If you’re up to date on your episodes, you’re likely already familiar with the Hoshinoya Okinawa, the oceanside luxury property hosting the hopeful couples. With multiple properties across Japan offering everything from the traditional Japanese inn (ryokan) experience to conifer-covered cabins in the shadow of Mt. Fuji, the Hoshinoya name is one that prospective visitors to Japan should get familiar with.

The 150-odd islands that comprise the sun-and-sand prefecture of Okinawa give the distinct impression of being transplanted to Japan directly from the Caribbean. Yet, within the gusuku-style stone walls of the Hoshinoya Okinawa in the pastoral village of Yomitan, the culture and style of both Okinawa and Japan at large take center stage. 

Past the stark fortress gates, architects Rie Azuma and Hiroki Hasegawa have put great care into balancing Modernist flourishes with traditional touches like Okinawan dye art and an assortment of groves, orchards, and farms. While the resort could have likely rested on its laurels and relied on its incredible ocean views, it’s clear that every effort was made to elevate the experience. Laboriously maintained footpaths wind throughout the open-air amenities, allowing the guest to soak up both the golden sun and the scent of the bougainvilleas as they head to the beach or spa. 

The true essence of Hoshinoya Okinawa’s design philosophy is communicated through its collection of oceanfront suites and villas, each one encouraging its inhabitants to embrace the ocean breeze with wide windows, a personal garden, and expansive balconies. Creamy interiors and wooden walls provide a touch of contemporary warmth while the sandy texture of the exterior pays homage to beaches only steps away.

Okinawan art adorns the wall of most bedrooms depicting scenes from the famously relaxed daily life of the islanders. Most suite types incorporate traditional furnishings like sliding doors and tatami flooring in some fashion, with variants like the Haru, Tin, and Deluxe Fushi offering special considerations for ocean gazers, couples, and large groups, respectively. Many also boast access to private, 20-meter pools – just in case you don’t feel like walking down to either Gima or Nirai beach that day.
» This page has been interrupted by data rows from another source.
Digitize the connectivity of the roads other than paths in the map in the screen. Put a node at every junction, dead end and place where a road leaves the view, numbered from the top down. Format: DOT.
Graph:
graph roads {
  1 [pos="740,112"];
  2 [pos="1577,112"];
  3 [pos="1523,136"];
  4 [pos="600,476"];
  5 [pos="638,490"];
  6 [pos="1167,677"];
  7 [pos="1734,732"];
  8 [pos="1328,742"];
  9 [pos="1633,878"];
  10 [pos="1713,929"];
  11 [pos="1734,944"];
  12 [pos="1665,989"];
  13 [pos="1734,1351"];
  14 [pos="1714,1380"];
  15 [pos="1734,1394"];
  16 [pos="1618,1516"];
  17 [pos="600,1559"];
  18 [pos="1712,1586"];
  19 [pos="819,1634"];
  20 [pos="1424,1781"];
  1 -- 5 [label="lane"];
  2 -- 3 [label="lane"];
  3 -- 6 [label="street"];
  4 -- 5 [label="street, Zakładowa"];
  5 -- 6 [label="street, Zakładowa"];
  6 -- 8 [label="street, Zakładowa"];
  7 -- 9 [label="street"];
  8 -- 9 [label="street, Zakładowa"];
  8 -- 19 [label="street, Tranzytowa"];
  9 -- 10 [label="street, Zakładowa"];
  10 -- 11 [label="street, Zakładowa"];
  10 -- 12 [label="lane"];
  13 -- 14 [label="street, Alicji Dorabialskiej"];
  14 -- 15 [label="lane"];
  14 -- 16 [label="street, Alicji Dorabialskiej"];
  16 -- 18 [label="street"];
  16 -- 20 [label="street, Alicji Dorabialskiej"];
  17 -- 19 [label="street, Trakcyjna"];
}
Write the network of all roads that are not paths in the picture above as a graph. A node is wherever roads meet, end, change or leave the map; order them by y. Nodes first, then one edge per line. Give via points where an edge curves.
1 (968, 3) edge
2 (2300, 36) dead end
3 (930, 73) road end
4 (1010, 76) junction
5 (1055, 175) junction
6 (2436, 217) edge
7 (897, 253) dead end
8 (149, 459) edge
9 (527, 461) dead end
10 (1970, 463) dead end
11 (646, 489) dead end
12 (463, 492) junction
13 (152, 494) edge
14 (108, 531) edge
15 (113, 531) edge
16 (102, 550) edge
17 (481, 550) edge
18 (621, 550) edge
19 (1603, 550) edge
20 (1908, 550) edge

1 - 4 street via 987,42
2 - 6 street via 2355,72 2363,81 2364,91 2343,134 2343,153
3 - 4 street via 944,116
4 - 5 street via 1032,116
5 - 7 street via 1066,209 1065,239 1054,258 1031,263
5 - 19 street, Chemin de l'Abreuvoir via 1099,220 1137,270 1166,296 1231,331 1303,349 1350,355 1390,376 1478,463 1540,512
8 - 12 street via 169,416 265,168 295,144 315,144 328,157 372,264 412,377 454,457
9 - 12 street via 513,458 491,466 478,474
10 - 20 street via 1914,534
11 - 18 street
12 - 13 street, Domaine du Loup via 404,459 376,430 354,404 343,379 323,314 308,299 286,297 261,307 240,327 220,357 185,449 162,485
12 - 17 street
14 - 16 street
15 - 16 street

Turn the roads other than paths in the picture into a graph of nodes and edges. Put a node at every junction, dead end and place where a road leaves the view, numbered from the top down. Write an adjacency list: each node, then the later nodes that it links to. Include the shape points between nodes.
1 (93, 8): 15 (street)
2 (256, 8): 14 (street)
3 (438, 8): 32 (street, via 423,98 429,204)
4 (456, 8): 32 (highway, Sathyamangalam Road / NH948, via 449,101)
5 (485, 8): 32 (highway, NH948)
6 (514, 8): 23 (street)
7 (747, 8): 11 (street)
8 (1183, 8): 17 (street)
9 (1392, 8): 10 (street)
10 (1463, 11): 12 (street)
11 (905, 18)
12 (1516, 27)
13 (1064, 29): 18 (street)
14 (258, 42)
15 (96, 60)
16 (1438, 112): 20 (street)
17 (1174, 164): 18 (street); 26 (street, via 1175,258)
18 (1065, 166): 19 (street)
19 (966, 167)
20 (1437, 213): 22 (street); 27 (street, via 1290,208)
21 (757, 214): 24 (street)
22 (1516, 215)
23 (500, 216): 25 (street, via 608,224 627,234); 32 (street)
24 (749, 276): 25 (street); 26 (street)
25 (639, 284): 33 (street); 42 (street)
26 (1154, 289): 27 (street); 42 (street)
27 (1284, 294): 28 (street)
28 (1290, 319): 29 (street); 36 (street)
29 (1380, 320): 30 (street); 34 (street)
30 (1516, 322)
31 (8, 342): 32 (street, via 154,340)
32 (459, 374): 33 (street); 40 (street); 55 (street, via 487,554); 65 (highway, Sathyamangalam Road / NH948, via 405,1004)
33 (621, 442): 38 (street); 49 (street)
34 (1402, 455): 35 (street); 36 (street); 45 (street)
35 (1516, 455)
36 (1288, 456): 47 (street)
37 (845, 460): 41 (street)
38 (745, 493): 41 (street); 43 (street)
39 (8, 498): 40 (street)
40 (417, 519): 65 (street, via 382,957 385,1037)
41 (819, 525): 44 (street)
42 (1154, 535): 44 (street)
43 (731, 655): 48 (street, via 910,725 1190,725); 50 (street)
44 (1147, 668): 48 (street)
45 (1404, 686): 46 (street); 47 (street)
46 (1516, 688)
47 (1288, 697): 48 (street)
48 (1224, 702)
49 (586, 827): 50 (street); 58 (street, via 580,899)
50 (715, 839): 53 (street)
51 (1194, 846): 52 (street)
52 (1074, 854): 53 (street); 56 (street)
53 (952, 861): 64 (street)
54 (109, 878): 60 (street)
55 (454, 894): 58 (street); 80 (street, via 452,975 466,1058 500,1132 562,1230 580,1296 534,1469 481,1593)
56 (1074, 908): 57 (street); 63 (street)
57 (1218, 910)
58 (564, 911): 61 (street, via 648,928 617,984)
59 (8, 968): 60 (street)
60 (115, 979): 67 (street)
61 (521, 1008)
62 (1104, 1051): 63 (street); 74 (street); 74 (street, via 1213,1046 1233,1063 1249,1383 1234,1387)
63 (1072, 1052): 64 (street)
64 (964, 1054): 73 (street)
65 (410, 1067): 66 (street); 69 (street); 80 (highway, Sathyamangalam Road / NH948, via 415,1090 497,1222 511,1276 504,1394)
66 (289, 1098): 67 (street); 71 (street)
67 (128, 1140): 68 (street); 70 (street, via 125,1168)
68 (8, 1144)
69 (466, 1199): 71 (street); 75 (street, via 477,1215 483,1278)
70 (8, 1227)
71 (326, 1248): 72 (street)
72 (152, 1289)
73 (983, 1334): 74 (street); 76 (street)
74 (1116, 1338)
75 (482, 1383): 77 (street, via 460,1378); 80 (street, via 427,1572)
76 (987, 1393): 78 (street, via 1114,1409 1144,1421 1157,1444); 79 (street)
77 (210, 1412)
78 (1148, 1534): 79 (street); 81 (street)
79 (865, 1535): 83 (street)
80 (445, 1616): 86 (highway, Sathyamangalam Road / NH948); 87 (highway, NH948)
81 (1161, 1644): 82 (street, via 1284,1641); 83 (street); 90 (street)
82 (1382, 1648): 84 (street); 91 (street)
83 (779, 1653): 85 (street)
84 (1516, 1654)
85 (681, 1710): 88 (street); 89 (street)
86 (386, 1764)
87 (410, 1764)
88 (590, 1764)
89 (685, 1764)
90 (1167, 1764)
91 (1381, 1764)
There’s much more to say about the attractions of the Hoshinoya Okinawa – its novel fusion of Sicilian and Japanese cuisine, its horseback riding and reef-diving excursions, and its wellness-focused martial arts dojo –  but perhaps we’ve said enough: the rest is best experienced for yourself. While you may not find someone to fall in love with during your stay, you’ll definitely fall in love with the tempo and charm of Okinawa, firmly establishing this modern ‘castle on the beach’ as one for the bucket list.